Haha, I was stripping down a Classic today so thought I'd do this at the same time. The rear is still in tact, but I wouldn't be able to turn it on and test it without a few hours notice....

The pressure actually seemed OK, it got up to about 1.5 bar and drops to 1 during steaming. I videoed everything which may prove useful...


----------



## NewboyUK (Jul 14, 2018)

Link to videos?


----------



## NitJay (May 18, 2020)

Here's a vid of the steam working, but low enough temp that I can put my hand on it (don't try at home!)


----------



## NewboyUK (Jul 14, 2018)

Gotta be honest - i can do that on all coffee machines. Couldn't put whole hand under for long though

Not saying theres nothing wrong with it mind. Your there and I'm here lol


----------



## NitJay (May 18, 2020)

You might be right, it could be fine. The front boiler is definitely only lukewarm so maybe I won't need to disassemble the whole rear of the machine as well 😂 thanks for your help really appreciate it!


----------



## NewboyUK (Jul 14, 2018)

Could be airlock in front boiler. They changed the design a little inside the front boiler so it coukdnt happen but depending on age.

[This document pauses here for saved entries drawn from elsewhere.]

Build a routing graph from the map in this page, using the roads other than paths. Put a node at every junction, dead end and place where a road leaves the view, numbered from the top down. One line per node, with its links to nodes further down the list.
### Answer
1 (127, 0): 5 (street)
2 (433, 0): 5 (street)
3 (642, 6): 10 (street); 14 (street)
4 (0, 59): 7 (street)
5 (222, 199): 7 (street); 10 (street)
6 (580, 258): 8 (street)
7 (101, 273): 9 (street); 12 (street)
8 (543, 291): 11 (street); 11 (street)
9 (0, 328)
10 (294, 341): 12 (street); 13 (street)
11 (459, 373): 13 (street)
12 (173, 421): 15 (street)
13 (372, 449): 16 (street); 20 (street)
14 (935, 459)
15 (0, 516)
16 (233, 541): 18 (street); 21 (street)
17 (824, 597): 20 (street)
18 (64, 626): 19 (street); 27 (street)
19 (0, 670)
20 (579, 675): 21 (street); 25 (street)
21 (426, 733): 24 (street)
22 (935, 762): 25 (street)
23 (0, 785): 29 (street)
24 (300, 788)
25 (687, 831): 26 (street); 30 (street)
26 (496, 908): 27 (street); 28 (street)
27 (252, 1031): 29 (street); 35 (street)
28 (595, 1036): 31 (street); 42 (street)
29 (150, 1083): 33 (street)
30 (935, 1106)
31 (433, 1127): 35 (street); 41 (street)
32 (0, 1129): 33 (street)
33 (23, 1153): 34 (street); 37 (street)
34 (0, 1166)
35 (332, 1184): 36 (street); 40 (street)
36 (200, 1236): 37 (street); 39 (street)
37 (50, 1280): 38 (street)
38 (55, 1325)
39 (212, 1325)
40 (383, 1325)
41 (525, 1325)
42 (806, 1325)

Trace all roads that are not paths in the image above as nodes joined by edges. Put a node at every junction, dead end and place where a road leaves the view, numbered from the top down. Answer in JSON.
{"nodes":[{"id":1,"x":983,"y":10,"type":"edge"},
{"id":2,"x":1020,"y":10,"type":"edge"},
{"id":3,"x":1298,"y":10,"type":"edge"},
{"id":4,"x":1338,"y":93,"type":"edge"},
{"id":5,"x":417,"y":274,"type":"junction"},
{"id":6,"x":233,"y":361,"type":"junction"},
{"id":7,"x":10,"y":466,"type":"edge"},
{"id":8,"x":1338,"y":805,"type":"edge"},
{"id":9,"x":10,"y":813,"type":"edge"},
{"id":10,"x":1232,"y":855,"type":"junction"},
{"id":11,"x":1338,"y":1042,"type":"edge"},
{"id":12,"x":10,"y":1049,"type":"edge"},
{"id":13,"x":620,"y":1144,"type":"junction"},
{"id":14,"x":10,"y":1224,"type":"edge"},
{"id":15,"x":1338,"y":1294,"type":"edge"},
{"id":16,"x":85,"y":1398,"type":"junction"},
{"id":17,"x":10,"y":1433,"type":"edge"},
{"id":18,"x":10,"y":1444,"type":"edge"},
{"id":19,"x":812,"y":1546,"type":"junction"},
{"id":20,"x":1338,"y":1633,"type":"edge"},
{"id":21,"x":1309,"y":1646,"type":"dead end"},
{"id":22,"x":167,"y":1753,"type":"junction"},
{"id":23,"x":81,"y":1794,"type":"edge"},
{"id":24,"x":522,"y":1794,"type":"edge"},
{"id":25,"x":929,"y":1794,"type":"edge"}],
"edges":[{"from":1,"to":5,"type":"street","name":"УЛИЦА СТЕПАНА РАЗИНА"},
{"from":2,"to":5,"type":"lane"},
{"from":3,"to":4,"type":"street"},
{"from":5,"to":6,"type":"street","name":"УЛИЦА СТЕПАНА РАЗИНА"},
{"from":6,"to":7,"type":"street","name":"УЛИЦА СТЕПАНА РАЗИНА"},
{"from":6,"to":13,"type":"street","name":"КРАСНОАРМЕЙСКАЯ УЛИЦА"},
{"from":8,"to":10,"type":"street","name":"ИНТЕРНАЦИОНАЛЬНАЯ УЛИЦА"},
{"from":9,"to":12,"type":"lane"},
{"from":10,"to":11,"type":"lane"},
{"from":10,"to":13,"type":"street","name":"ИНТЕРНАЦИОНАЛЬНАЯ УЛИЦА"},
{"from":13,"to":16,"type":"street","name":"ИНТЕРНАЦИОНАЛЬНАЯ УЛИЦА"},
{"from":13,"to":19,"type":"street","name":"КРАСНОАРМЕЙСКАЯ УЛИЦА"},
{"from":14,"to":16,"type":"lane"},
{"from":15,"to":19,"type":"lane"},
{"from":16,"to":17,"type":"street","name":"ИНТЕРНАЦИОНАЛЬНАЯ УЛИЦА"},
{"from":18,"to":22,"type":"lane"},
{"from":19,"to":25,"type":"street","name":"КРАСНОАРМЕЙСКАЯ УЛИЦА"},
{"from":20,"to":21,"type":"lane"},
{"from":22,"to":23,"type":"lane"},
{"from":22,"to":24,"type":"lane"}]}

Also theres nothing to tell front boiler that its empty so when you put it together - kill feed to element but run the group to fill it. Then when flow is good - put power on element


----------



## NitJay (May 18, 2020)

This was made in 2010 (have a warranty card stating date) so it was the first year they made them. Could well be an airlock.

Two more questions sorry

Could be as simple as one of the thermostats playing up?

Is there a way to test the heater element?

There was a lot of limescale in the brew boiler which probably didn't help. Didn't want to take the back boiler apart but shining a torch in there it's equally furry.

Thanks for the tip re:filling the boiler as well.


----------



## ronan08 (Dec 21, 2019)

Yes you can test the elements to quote something more knowledgeable Amvantage "I know It's a bit late for this advice but the absolute minimum acceptable resistance reading between the element and earth or anything else is 2Mohms tested at twice the working voltage for single phase systems and to be honest anything close to 2Mohms probably warrants further inspection" whitch can be mesure by using a cheap tester. (suggested by DaveUK)

https://www.amazon.co.uk/KKmoon-Digital-Insulation-Resistance-Megohmmeter/dp/B078SLXBCP/ref=pd_sbs_107_2/258-5443373-9577041?_encoding=UTF8&pd_rd_i=B078SLXBCP&pd_rd_r=732d15ee-b0ef-4caf-9145-bd6147a54a2b&pd_rd_w=1ud4v&pd_rd_wg=8CbD6&pf_rd_p=2773aa8e-42c5-4dbe-bda8-5cdf226aa078&pf_rd_r=71WAA9VR7AZX30QDT764&psc=1&refRID=71WAA9VR7AZX30QDT764


----------



## NewboyUK (Jul 14, 2018)

Very good advice.

I would err and say that advice is for elements tripping out electrics via earth leakage. If its 2megohm it may still heat and work fine.

A simple continuity test would be just as good in this case as its not tripping out - just potentially lack of heat.


----------



## NitJay (May 18, 2020)

Thank you both, I've got the tools arriving tomorrow to test the element.

I also had a chat with Fracino's service and parts team today who were very helpful. Got a few parts arriving in the next few days to hopefully get this machine cleaned up and working again. I was actually surprised that the parts weren't too expensive considering they aren't retailed online.

Will keep you posted :good:


----------